Comparative Evaluation: Empirical Results
Political Nostalgia
The approach is first validated using the Political Nostalgia dataset, in which only 151 out of 1,200 annotated sentences are labeled as "nostalgic." Models fine-tuned solely on small original samples (e.g., n=50) experience a catastrophic loss in F1-score (0.471), while naïve synthetic augmentation techniques (e.g., SSMBA) generate texts overly similar to existing cases, resulting in high in-sample F1-scores but poor generalization due to overfitting. In contrast, the synthetic imputation method, using 50 original and 101 synthetic samples, achieves an F1-score of 0.851 (overfitting only 3.5% above the true model performance of 0.822). At 75 original and 76 synthetic samples, the F1-score matches the full-data model (0.822 vs. 0.829), and with 100 original plus 51 synthetic, the result is indistinguishable from the baseline.
Figure 2: F1-score analysis for the "nostalgic" category showing the convergence of synthetic imputation models to true model performance, and their clear superiority over SSMBA and data-poor baselines.
International Speeches
A second test with the Global Populism Dataset’s "international speech" category corroborates these findings, with the synthetic imputation approach matching or exceeding the original-data model’s F1-score (0.895).
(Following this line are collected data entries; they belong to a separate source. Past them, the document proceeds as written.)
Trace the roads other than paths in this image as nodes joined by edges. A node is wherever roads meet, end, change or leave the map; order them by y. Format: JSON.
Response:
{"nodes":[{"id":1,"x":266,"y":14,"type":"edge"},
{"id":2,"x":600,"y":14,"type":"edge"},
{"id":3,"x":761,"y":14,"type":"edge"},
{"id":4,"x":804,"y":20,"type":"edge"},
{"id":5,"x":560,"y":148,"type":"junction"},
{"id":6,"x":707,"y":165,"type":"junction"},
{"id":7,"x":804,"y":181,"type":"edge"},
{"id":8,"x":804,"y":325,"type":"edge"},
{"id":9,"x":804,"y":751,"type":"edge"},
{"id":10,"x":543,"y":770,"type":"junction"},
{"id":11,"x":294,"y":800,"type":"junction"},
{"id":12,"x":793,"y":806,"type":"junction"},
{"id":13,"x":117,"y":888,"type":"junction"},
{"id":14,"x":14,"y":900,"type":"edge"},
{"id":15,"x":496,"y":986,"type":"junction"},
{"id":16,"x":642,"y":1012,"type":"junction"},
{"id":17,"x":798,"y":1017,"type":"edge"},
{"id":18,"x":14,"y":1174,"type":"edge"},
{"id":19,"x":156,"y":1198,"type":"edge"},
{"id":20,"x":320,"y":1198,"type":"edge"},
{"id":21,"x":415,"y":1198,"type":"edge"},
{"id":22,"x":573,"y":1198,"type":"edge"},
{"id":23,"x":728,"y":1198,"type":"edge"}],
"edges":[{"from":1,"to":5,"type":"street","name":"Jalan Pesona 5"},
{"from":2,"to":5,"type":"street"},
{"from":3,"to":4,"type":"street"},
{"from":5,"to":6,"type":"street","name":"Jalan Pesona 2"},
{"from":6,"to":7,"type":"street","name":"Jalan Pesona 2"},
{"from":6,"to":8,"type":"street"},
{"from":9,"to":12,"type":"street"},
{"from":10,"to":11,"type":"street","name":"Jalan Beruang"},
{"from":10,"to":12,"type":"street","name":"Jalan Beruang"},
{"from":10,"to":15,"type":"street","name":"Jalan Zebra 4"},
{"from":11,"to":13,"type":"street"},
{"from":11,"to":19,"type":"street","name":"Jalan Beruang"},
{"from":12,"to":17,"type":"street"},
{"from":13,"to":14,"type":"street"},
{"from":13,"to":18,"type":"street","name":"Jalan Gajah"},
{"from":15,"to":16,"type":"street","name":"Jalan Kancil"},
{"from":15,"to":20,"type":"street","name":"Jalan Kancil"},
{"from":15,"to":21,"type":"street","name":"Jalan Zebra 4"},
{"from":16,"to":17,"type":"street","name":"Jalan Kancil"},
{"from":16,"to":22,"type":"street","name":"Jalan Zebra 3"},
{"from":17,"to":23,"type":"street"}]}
Even with only 50 originals augmented by 150 synthetics, overfitting remains modest at 3.1%. While SSMBA yields synthetics with excessive inter-sample similarity and pronounced overfitting, synthetic imputation maintains a stable, predictable level of bias, always in the positive direction and small magnitude.
Figure 3: F1-score trajectories for international speeches, demonstrating that synthetic imputation achieves near-identical performance to fully supervised models above 75 true samples, with sharply reduced overfitting relative to SSMBA.
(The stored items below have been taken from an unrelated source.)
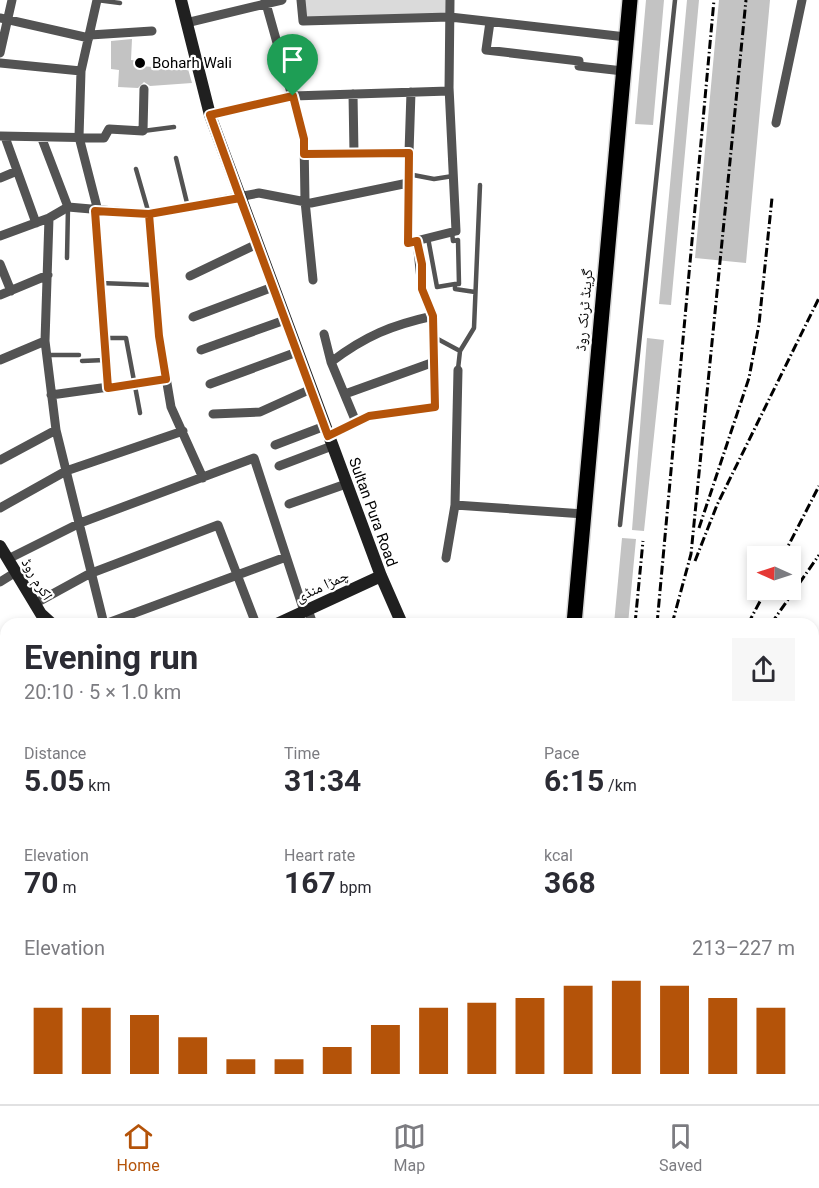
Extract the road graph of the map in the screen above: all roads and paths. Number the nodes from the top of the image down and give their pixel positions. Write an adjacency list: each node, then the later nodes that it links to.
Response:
1 (12, 0): 13 (street)
2 (97, 0): 11 (lane); 17 (street)
3 (181, 0): 14 (main road, Sultan Pura Road)
4 (282, 0): 10 (street)
5 (301, 0): 12 (street)
6 (450, 0): 12 (street)
7 (630, 0): 18 (main road, گرینڈ ٹرنک روڈ)
8 (675, 0): 112 (lane)
9 (802, 0): 29 (street)
10 (266, 2): 14 (street); 27 (street)
11 (120, 3)
12 (450, 17): 15 (street); 23 (street)
13 (3, 19): 17 (street); 19 (street)
14 (186, 22): 28 (main road, Sultan Pura Road)
15 (490, 22): 18 (street); 22 (street)
16 (152, 31): 17 (street)
17 (89, 36): 21 (street)
18 (626, 37): 22 (main road, گرینڈ ٹرنک روڈ)
19 (0, 53)
20 (0, 63): 21 (street)
21 (81, 70): 33 (street)
22 (622, 71): 110 (main road, گرینڈ ٹرنک روڈ)
23 (449, 87): 25 (street); 41 (street)
24 (144, 89): 31 (street)
25 (411, 92): 26 (street); 36 (street)
26 (353, 94): 27 (street); 35 (street)
27 (293, 96): 28 (street); 37 (street)
28 (210, 115): 45 (main road, Sultan Pura Road)
29 (776, 123)
30 (174, 127): 31 (lane)
31 (143, 131): 33 (street)
32 (2, 136): 34 (street); 40 (street)
33 (79, 137): 34 (street); 49 (street)
34 (42, 139): 47 (street)
35 (354, 153): 36 (street); 37 (street)
36 (409, 153): 43 (street)
37 (304, 154): 46 (street)
38 (176, 158): 48 (lane)
39 (136, 169): 50 (lane)
40 (17, 171): 42 (street); 52 (street)
41 (453, 176): 43 (lane); 53 (street)
42 (0, 178)
43 (408, 178): 46 (street); 56 (street)
44 (480, 185): 68 (lane)
45 (240, 198): 46 (street); 48 (street); 57 (main road, Sultan Pura Road)
46 (305, 201): 62 (street)
47 (68, 207): 49 (street); 51 (street); 58 (lane)
48 (188, 207): 50 (street)
49 (96, 211): 50 (street); 63 (lane)
50 (149, 214): 65 (street)
51 (49, 218): 52 (street); 60 (street)
52 (36, 223): 54 (street)
53 (452, 232): 55 (street); 64 (lane)
54 (0, 236)
55 (428, 238): 56 (street); 64 (lane)
56 (417, 241): 70 (street)
57 (257, 244): 61 (street); 66 (main road, Sultan Pura Road)
58 (67, 258)
59 (0, 264): 67 (street)
60 (48, 275): 67 (street); 76 (street)
61 (190, 276)
62 (313, 280)
63 (100, 283): 65 (lane); 75 (lane)
64 (455, 284): 68 (lane)
65 (156, 285): 88 (street)
66 (273, 287): 71 (street); 72 (main road, Sultan Pura Road)
67 (11, 291): 69 (street)
68 (475, 292): 78 (lane)
69 (0, 295)
70 (433, 316): 74 (street); 85 (street)
71 (193, 317)
72 (285, 320): 77 (street); 79 (main road, Sultan Pura Road)
73 (324, 334): 85 (street)
74 (434, 337): 78 (lane); 86 (street)
75 (104, 338): 83 (lane); 90 (lane)
76 (45, 341): 80 (street); 82 (street)
77 (201, 350)
78 (460, 351): 87 (lane)
79 (297, 352): 89 (street); 92 (main road, Sultan Pura Road)
80 (47, 355): 81 (lane); 94 (street)
81 (79, 355)
82 (0, 360)
83 (105, 360): 84 (lane); 91 (lane)
84 (82, 361)
85 (331, 362): 93 (street)
86 (434, 362): 93 (street); 97 (street)
87 (458, 370): 108 (street)
88 (166, 379): 90 (street); 99 (street)
89 (210, 384)
90 (134, 385): 91 (street); 95 (lane)
91 (108, 388): 94 (street)
92 (311, 389): 96 (street); 100 (main road, Sultan Pura Road)
93 (345, 394): 97 (street)
94 (51, 395): 98 (street)
95 (140, 413)
96 (213, 414)
97 (356, 422): 100 (street)
98 (56, 430): 102 (street); 104 (street)
99 (183, 431): 104 (street); 105 (street)
100 (329, 436): 101 (street); 103 (street); 106 (main road, Sultan Pura Road)
101 (275, 445)
102 (0, 460)
103 (279, 466)
104 (66, 471): 109 (street); 111 (street)
105 (203, 478): 111 (street); 114 (street)
106 (346, 484): 107 (street); 119 (main road, Sultan Pura Road)
107 (289, 504)
108 (455, 505): 110 (street); 115 (street)
109 (0, 508)
110 (584, 514): 131 (main road, گرینڈ ٹرنک روڈ)
111 (80, 523): 116 (street); 118 (street)
112 (620, 525)
113 (0, 546): 116 (main road, اکرم روڈ)
114 (286, 557): 120 (street); 123 (street)
115 (446, 558)
116 (8, 560): 117 (main road, اکرم روڈ)
117 (16, 572): 121 (street); 122 (main road, اکرم روڈ)
118 (89, 574): 120 (street); 122 (street); 125 (street)
119 (381, 576): 123 (main road, چمڑا منڈی); 130 (main road, Sultan Pura Road)
120 (237, 578): 126 (street); 127 (street)
121 (0, 582)
122 (36, 603): 124 (main road, اکرم روڈ)
123 (306, 611): 128 (main road, چمڑا منڈی); 129 (street)
124 (45, 618)
125 (103, 618)
126 (122, 618)
127 (254, 618)
128 (290, 618)
129 (310, 618)
130 (399, 618)
131 (575, 618)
Theoretical and Applied Implications
The synthetic imputation approach formalizes a critical best practice that aligns with the statistical underpinnings of data augmentation in high-dimensional NLP: synthetics should increase within-category variance while maintaining semantic fidelity, preventing the inflation of model capacity for category memorization at the expense of generalization. With a minimal empirical requirement of 75 original texts per category, researchers can address rare-category underrepresentation without merging categories or abandoning analyses—a key practical advance for political and social science studies.
On the methodological front, the approach quantitatively outperforms SSMBA by 6–15% reduction in overfitting and scales robustly to binary and multiclass settings. Predictable, correctable overfitting (2–4% at n=50) can be analytically penalized, yielding more reliable downstream inference and measurement.
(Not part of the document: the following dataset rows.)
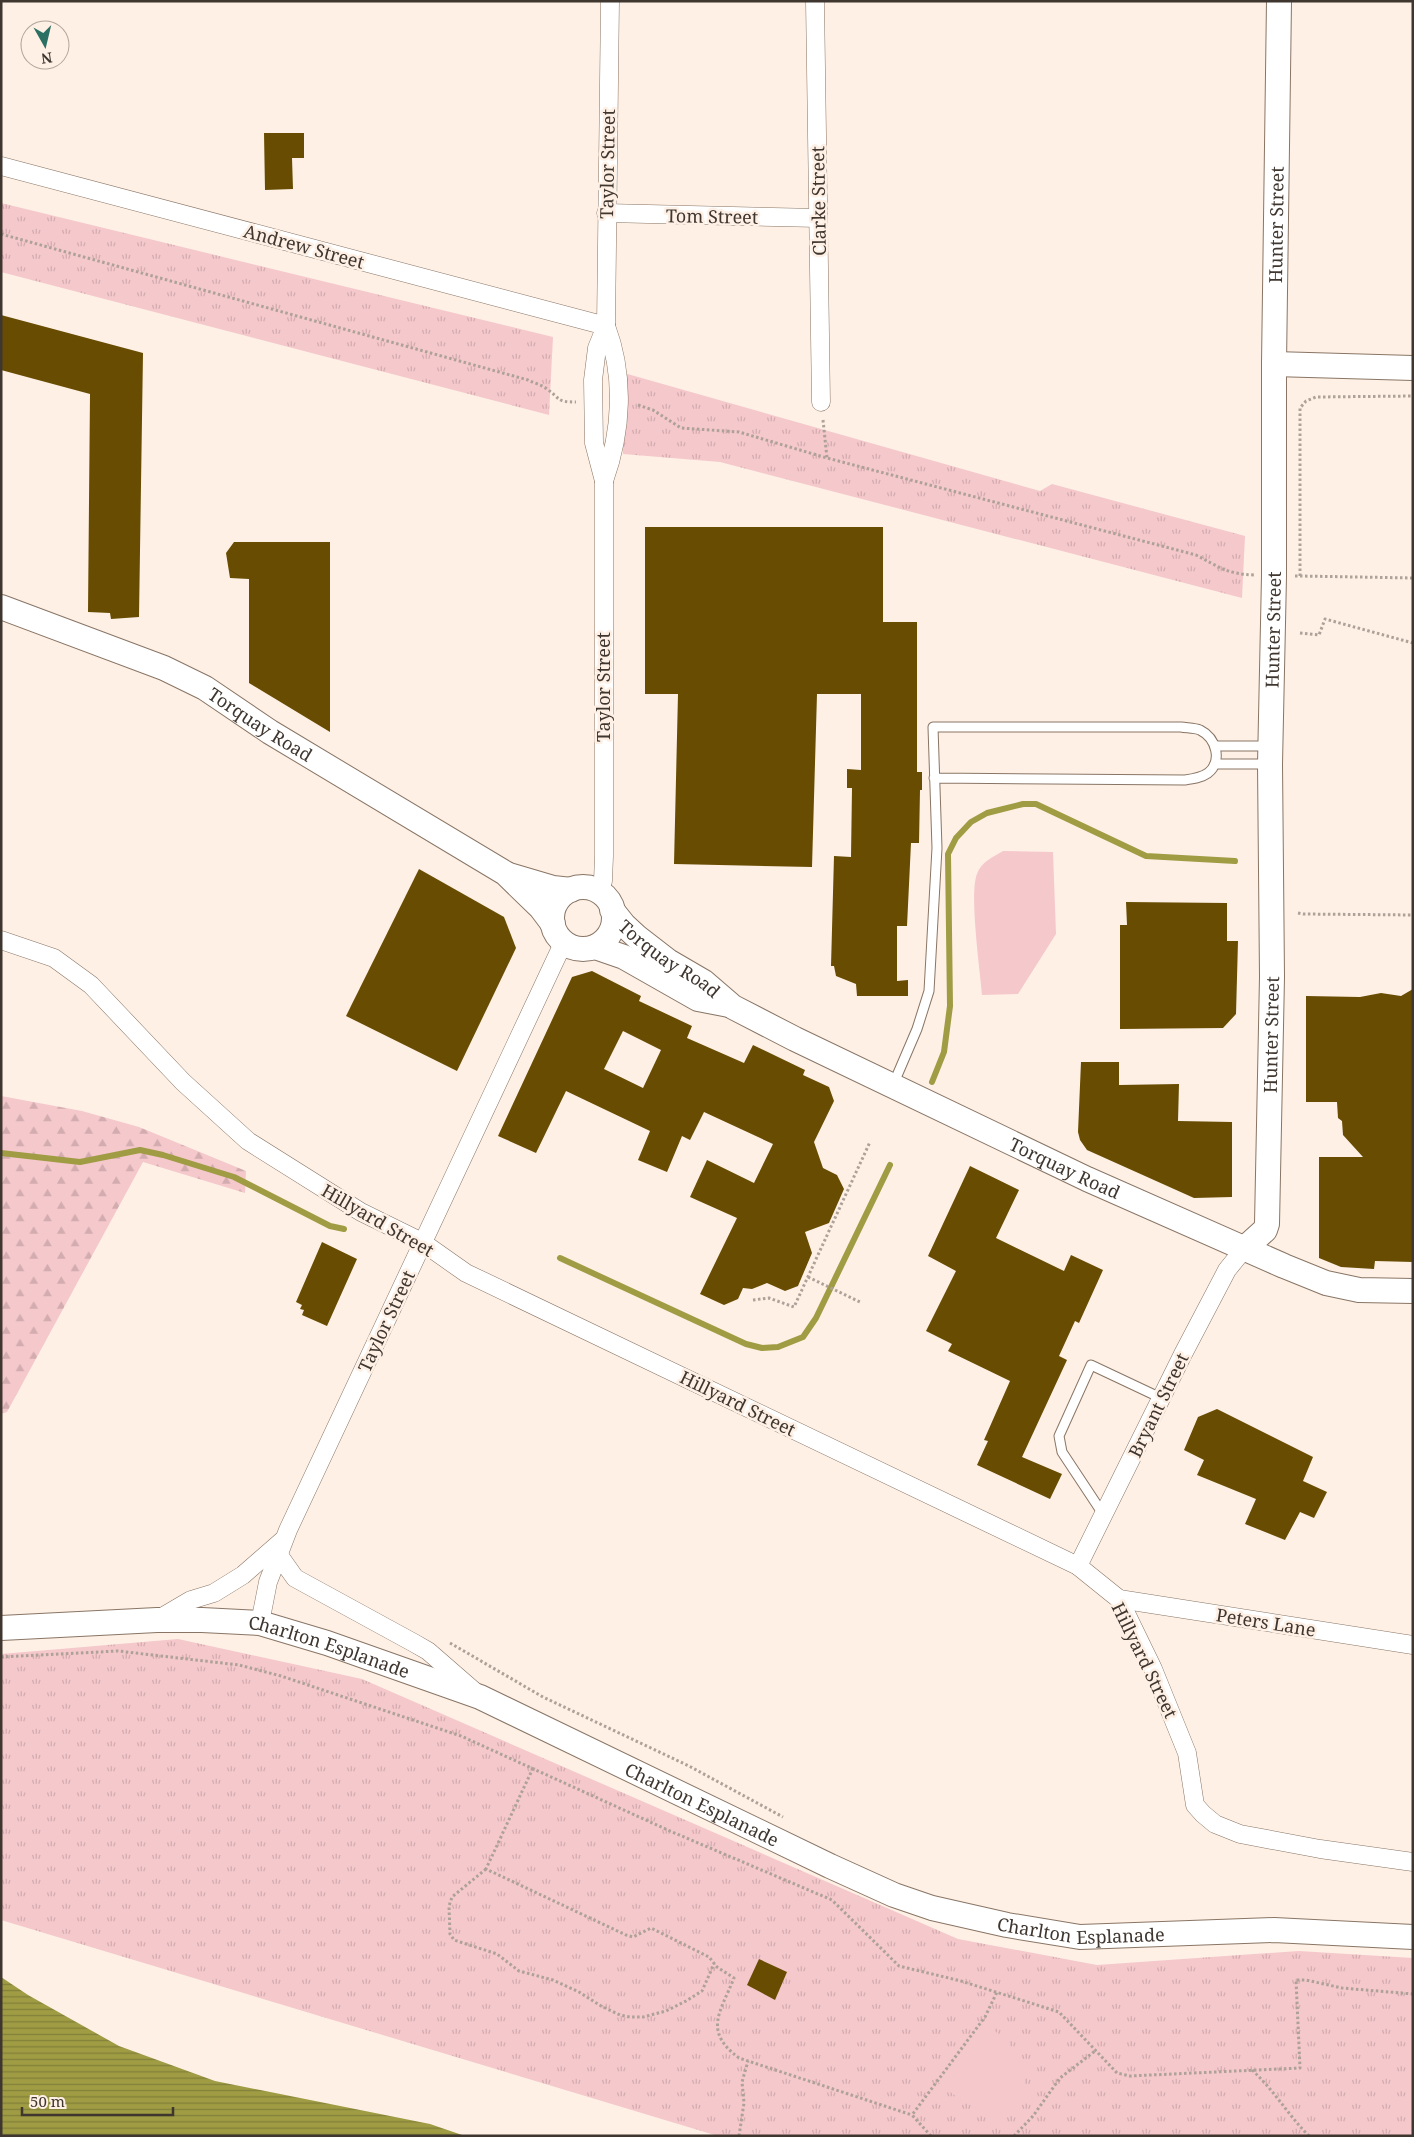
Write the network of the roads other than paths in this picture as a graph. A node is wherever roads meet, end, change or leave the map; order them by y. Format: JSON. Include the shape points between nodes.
{"nodes":[{"id":1,"x":610,"y":1,"type":"edge"},
{"id":2,"x":815,"y":1,"type":"edge"},
{"id":3,"x":1279,"y":1,"type":"edge"},
{"id":4,"x":1,"y":166,"type":"edge"},
{"id":5,"x":606,"y":213,"type":"junction"},
{"id":6,"x":818,"y":218,"type":"junction"},
{"id":7,"x":606,"y":326,"type":"junction"},
{"id":8,"x":1274,"y":364,"type":"junction"},
{"id":9,"x":1413,"y":368,"type":"edge"},
{"id":10,"x":821,"y":402,"type":"road end"},
{"id":11,"x":604,"y":481,"type":"junction"},
{"id":12,"x":1,"y":608,"type":"edge"},
{"id":13,"x":1216,"y":746,"type":"junction"},
{"id":14,"x":1270,"y":755,"type":"junction"},
{"id":15,"x":1215,"y":764,"type":"junction"},
{"id":16,"x":934,"y":778,"type":"junction"},
{"id":17,"x":505,"y":873,"type":"junction"},
{"id":18,"x":571,"y":890,"type":"junction"},
{"id":19,"x":605,"y":901,"type":"junction"},
{"id":20,"x":553,"y":924,"type":"junction"},
{"id":21,"x":1,"y":940,"type":"edge"},
{"id":22,"x":566,"y":944,"type":"junction"},
{"id":23,"x":595,"y":947,"type":"junction"},
{"id":24,"x":729,"y":1005,"type":"junction"},
{"id":25,"x":893,"y":1086,"type":"junction"},
{"id":26,"x":422,"y":1242,"type":"junction"},
{"id":27,"x":1244,"y":1249,"type":"junction"},
{"id":28,"x":1413,"y":1291,"type":"edge"},
{"id":29,"x":1161,"y":1398,"type":"junction"},
{"id":30,"x":1103,"y":1514,"type":"junction"},
{"id":31,"x":281,"y":1546,"type":"junction"},
{"id":32,"x":1078,"y":1566,"type":"junction"},
{"id":33,"x":1118,"y":1599,"type":"junction"},
{"id":34,"x":156,"y":1620,"type":"junction"},
{"id":35,"x":260,"y":1623,"type":"junction"},
{"id":36,"x":1,"y":1628,"type":"edge"},
{"id":37,"x":1413,"y":1645,"type":"edge"},
{"id":38,"x":480,"y":1697,"type":"junction"},
{"id":39,"x":1413,"y":1862,"type":"edge"},
{"id":40,"x":1413,"y":1937,"type":"edge"}],
"edges":[{"from":1,"to":5,"type":"street","name":"Taylor Street"},
{"from":2,"to":6,"type":"street","name":"Clarke Street"},
{"from":3,"to":8,"type":"street","name":"Hunter Street"},
{"from":4,"to":7,"type":"street","name":"Andrew Street"},
{"from":5,"to":6,"type":"street","name":"Tom Street"},
{"from":5,"to":7,"type":"street","name":"Taylor Street"},
{"from":6,"to":10,"type":"street","name":"Clarke Street"},
{"from":7,"to":11,"type":"street","name":"Taylor Street","via":[[597,348],[593,380],[594,443]]},
{"from":7,"to":11,"type":"street","name":"Taylor Street","via":[[616,357],[619,386],[613,457]]},
{"from":8,"to":9,"type":"street"},
{"from":8,"to":14,"type":"street","name":"Hunter Street"},
{"from":11,"to":19,"type":"street","name":"Taylor Street"},
{"from":12,"to":17,"type":"street","name":"Torquay Road","via":[[164,668],[205,688],[270,732]]},
{"from":13,"to":14,"type":"lane"},
{"from":13,"to":15,"type":"lane"},
{"from":13,"to":16,"type":"lane","via":[[1210,736],[1198,729],[1181,727],[933,726]]},
{"from":14,"to":15,"type":"lane"},
{"from":14,"to":27,"type":"street","name":"Hunter Street","via":[[1272,929],[1267,1215],[1265,1230]]},
{"from":15,"to":16,"type":"lane","via":[[1208,773],[1185,780]]},
{"from":16,"to":25,"type":"lane","via":[[937,848],[929,992]]},
{"from":17,"to":18,"type":"street","name":"Torquay Road","via":[[553,888]]},
{"from":17,"to":20,"type":"street","name":"Torquay Road"},
{"from":18,"to":19,"type":"street","via":[[589,888]]},
{"from":18,"to":20,"type":"street","via":[[556,904]]},
{"from":19,"to":23,"type":"street","via":[[612,927],[609,935]]},
{"from":19,"to":24,"type":"street","name":"Torquay Road","via":[[638,937],[668,961],[704,982]]},
{"from":20,"to":22,"type":"street"},
{"from":21,"to":26,"type":"street","name":"Hillyard Street","via":[[54,958],[91,985],[183,1082],[248,1142],[361,1212]]},
{"from":22,"to":23,"type":"street","via":[[580,949]]},
{"from":22,"to":26,"type":"street","name":"Taylor Street","via":[[559,952]]},
{"from":23,"to":24,"type":"street","name":"Torquay Road","via":[[624,956],[698,999]]},
{"from":24,"to":25,"type":"street","name":"Torquay Road"},
{"from":25,"to":27,"type":"street","name":"Torquay Road"},
{"from":26,"to":31,"type":"street","name":"Taylor Street"},
{"from":26,"to":32,"type":"street","name":"Hillyard Street","via":[[470,1275]]},
{"from":27,"to":28,"type":"street","name":"Torquay Road","via":[[1326,1283],[1359,1290]]},
{"from":27,"to":29,"type":"street","name":"Bryant Street","via":[[1227,1270]]},
{"from":29,"to":30,"type":"street","name":"Bryant Street"},
{"from":29,"to":30,"type":"lane","via":[[1091,1365],[1059,1436],[1062,1452]]},
{"from":30,"to":32,"type":"street","name":"Bryant Street"},
{"from":31,"to":34,"type":"street","via":[[214,1593],[191,1600]]},
{"from":31,"to":35,"type":"street","name":"Taylor Street","via":[[268,1582]]},
{"from":31,"to":38,"type":"street","via":[[295,1578],[428,1651]]},
{"from":32,"to":33,"type":"street","name":"Hillyard Street"},
{"from":33,"to":37,"type":"street","name":"Peters Lane"},
{"from":33,"to":39,"type":"street","name":"Hillyard Street","via":[[1153,1669],[1187,1753],[1195,1805],[1203,1814],[1215,1824],[1240,1834]]},
{"from":34,"to":35,"type":"street","name":"Charlton Esplanade"},
{"from":34,"to":36,"type":"street","name":"Charlton Esplanade"},
{"from":35,"to":38,"type":"street","name":"Charlton Esplanade"},
{"from":38,"to":40,"type":"street","name":"Charlton Esplanade","via":[[830,1866],[932,1908],[1080,1937],[1274,1930]]}]}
Prospects for Future AI Developments
Broader adoption of synthetic imputation in annotation pipelines will likely drive further research into robust prompt engineering and automated diversity assessment in LLM-generated corpora. As LLMs continue to improve their text-generation diversity and semantic control, it is plausible that recombination strategies—perhaps via learned prompting or adversarial mechanisms—will further minimize even the small residual overfitting observed here. Integrating synthetic imputation with active learning or uncertainty-driven data collection could further optimize annotation effort allocation, especially in domains where category frequencies are inherently low.
Conclusion
The synthetic imputation approach provides a principled, empirically validated method for augmenting underrepresented categories in supervised text classification. At moderate sample sizes (n≥75), model performance using synthetic imputation matches that of models trained with complete, original data, while significantly reducing overfitting compared to prevailing augmentation algorithms. In practice, this approach expands the feasible scope of annotation-based studies and minimizes the trade-offs among data quality, model accuracy, and annotation budget. Its extensibility to other supervised tasks and high-level simplicity render it a compelling addition to the methodological toolkit in AI-driven text analysis.